Pearson coefficient was also applied to determine the degree of correlation (r) between the spectral VIs and biophysical properties of vegetation (fPAR and ΔF/Fm′). Linear regressions were established for the pairs of variables showing strongest correlations for each PFT, and slopes of regressions were tested for differences among PFTs by comparing their confidence intervals. Conditions of normal distribution and homoscedasticity were always verified. Statistics were performed by the use of the IBM SPSS Statistics package (v20).
Results
Conditions during the experiment
During the experimental period, from April 2011 to October 2013, seasonal patterns of temperature and PAR were similar (Fig. 1). The maximum and the minimum daily average temperatures were always recorded in August and in January, respectively. The two hydrological years (October–September) of 2011–2012 and 2012–2013 were different from the normal average (1960–1990) of 650 mm, being 35 % lower in 2011–2012 (418 mm) and 20 % higher in 2012–2013 (798 mm). In the dry year of 2011–2012, rainfall was concentrated in the periods of October–November and April–May, while in 2012–2013, rainfall was distributed between October and March.

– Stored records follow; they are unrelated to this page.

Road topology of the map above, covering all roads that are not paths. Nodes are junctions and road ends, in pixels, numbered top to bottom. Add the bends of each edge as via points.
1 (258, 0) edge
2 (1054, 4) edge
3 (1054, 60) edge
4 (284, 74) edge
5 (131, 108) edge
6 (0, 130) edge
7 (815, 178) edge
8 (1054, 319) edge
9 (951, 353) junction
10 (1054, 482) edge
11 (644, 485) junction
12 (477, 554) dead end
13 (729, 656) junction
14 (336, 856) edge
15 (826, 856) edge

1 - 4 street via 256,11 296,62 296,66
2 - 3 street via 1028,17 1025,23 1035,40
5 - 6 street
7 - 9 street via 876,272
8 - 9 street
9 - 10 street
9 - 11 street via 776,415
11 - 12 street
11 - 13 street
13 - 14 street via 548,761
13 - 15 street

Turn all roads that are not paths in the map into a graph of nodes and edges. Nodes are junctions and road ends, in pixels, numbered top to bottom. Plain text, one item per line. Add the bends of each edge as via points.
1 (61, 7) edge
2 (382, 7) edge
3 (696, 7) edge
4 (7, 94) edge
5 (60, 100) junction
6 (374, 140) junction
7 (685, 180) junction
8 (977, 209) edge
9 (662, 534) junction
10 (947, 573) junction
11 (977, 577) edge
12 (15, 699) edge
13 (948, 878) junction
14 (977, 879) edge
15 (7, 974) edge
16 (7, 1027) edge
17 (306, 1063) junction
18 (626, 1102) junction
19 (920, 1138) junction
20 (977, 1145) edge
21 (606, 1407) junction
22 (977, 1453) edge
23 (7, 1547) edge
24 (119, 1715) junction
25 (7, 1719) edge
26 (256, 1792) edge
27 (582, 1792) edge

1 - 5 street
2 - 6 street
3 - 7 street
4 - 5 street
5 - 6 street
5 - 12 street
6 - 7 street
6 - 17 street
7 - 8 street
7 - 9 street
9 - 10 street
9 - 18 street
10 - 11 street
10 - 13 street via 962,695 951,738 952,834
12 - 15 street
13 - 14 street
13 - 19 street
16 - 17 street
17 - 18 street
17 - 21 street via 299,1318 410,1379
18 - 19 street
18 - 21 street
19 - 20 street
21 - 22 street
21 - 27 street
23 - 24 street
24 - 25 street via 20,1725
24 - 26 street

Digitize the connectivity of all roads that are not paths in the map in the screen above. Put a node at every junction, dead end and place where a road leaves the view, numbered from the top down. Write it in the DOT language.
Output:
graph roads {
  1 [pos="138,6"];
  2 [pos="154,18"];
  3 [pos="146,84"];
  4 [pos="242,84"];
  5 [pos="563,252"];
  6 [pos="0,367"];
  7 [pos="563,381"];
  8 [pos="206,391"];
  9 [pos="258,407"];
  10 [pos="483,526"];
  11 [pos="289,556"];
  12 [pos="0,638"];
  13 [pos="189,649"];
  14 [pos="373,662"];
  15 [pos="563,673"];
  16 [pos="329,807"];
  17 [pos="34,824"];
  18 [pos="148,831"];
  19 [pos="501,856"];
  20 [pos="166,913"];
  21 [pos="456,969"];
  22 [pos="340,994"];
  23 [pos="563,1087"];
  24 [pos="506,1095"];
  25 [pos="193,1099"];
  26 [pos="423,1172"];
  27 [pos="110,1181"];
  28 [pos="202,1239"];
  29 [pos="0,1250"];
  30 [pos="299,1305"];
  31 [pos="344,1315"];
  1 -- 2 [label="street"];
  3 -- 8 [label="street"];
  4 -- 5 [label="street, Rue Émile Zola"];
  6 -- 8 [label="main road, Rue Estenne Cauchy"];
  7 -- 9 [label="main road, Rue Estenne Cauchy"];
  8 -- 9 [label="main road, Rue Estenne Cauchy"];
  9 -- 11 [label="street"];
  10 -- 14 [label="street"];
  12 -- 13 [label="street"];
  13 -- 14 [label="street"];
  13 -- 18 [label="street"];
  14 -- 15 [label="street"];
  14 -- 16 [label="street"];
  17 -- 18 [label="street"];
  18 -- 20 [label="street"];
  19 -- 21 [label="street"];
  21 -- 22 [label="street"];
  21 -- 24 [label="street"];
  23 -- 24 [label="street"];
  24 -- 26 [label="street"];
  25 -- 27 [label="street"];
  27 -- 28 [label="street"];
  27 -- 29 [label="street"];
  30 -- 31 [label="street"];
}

Ten-day moving average of average daily maximum (dashed line), minimum temperature (dash-dotted line), and PAR (solid line). Total daily rainfall is represented by vertical bars. Data shown have been recorded on the site between April 2011 and October 2013
Temporal patterns of NDVI and PRI
Marked differences were observed in the NDVI temporal trends among the oak canopy (Fig. 2a), the herbaceous layer (Fig. 2b), and the shrub species (Fig. 2c). Cork oak canopy showed small changes across time, ranging from 0.7 to 0.85. Nonetheless, a constant decrease was observed from July 2011 to May 2012 and again from July 2012 to April 2013. The trend is clearly related with leaf ontogeny, and the lowest peak observed corresponded to the period of most intense leaf yellowing and shedding that occurs yearly in cork oak. The herbaceous layer, on the contrary, showed the largest NDVI range, shifting from 0.2 to 0.7, with the lowest values observed during the senescence and drying out that extended from May to October in 2011 and 2013 and anticipated to March in the dry year of 2012. The atypical low precipitation recorded between October 2011 and June 2012 affected also the amount of green biomass of the herbaceous layer as evident from the differences in the maximum NDVI recorded. In the hydrological year 2011–2012, the maximum value of NDVI (0.53) was observed in December, while in the following growing season, NDVI reached 0.71 in March, suggesting that the growth of the herbaceous layer lasted for a longer period in the wet year (see Figs. 1 and 2b). The two shrub species (Fig. 2c) showed different seasonal patterns. The semideciduous cistus showed a marked decrease of NDVI during summer months, and the minimum annual value was recorded every year at the end of the summer, before the return of autumn rains. The ulex showed a much smaller drop of NDVI during summer, as compared to cistus. For ulex in both years of 2012 and 2013, it was possible to appreciate a decrease of NDVI in February and March related with the appearance of yellow flowers.
Average values of NDVI and PRI measured in cork oak (a, d), herbaceous layer (b, e), and shrubs (c, f) in a Mediterranean oak woodland from April 2011 to October 2013. Each point represents the average of six replicates for trees, six to eight for shrubs, and four for the herbaceous layer. Vertical bars represent standard errors of the mean. At the bottom are reported phenological events: catkin development (left-hatched bars) and leave shedding (crossed bars) of cork oak, flowering of cistus (closed bars), and ulex (right-hatched bars)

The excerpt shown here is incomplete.